▶ [What is required]
Write out every line below that includes the word "dead".

═══ Source records

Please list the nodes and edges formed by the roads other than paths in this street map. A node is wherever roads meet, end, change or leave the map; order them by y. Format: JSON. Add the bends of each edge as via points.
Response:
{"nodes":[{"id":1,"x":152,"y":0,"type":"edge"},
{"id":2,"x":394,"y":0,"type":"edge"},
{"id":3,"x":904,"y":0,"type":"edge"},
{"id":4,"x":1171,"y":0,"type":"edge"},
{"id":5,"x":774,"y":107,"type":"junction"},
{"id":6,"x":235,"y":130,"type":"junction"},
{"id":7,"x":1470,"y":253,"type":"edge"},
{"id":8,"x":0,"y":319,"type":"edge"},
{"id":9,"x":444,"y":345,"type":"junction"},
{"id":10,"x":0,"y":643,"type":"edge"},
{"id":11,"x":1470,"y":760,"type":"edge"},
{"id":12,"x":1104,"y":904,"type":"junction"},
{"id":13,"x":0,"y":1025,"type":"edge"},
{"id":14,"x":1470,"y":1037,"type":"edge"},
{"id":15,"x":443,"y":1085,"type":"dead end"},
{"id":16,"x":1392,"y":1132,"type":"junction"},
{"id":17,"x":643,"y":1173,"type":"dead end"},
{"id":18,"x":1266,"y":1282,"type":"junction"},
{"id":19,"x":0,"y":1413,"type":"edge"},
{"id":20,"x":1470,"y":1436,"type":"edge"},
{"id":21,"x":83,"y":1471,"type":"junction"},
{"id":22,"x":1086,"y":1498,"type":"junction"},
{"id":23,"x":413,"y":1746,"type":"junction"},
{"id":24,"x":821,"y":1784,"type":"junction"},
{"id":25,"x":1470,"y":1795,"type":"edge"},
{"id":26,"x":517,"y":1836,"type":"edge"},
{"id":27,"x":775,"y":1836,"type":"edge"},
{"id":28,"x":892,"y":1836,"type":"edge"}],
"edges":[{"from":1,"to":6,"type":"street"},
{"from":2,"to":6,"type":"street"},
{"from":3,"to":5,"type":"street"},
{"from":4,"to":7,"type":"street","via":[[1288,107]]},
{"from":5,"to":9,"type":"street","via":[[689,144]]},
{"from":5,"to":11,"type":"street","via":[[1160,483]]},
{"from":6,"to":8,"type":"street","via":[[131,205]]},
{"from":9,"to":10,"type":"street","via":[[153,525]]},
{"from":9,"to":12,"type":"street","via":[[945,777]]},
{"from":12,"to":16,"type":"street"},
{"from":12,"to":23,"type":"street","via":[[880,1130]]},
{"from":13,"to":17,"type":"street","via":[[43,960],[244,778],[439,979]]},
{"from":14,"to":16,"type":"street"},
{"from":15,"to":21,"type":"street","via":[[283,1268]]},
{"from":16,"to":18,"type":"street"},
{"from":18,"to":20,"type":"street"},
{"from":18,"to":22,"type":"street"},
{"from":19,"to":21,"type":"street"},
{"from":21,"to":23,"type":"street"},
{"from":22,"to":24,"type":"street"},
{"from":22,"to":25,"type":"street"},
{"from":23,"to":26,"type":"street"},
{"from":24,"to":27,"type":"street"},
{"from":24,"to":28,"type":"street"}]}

══════

▶ [Output for this task]
{"id":15,"x":443,"y":1085,"type":"dead end"},
{"id":17,"x":643,"y":1173,"type":"dead end"},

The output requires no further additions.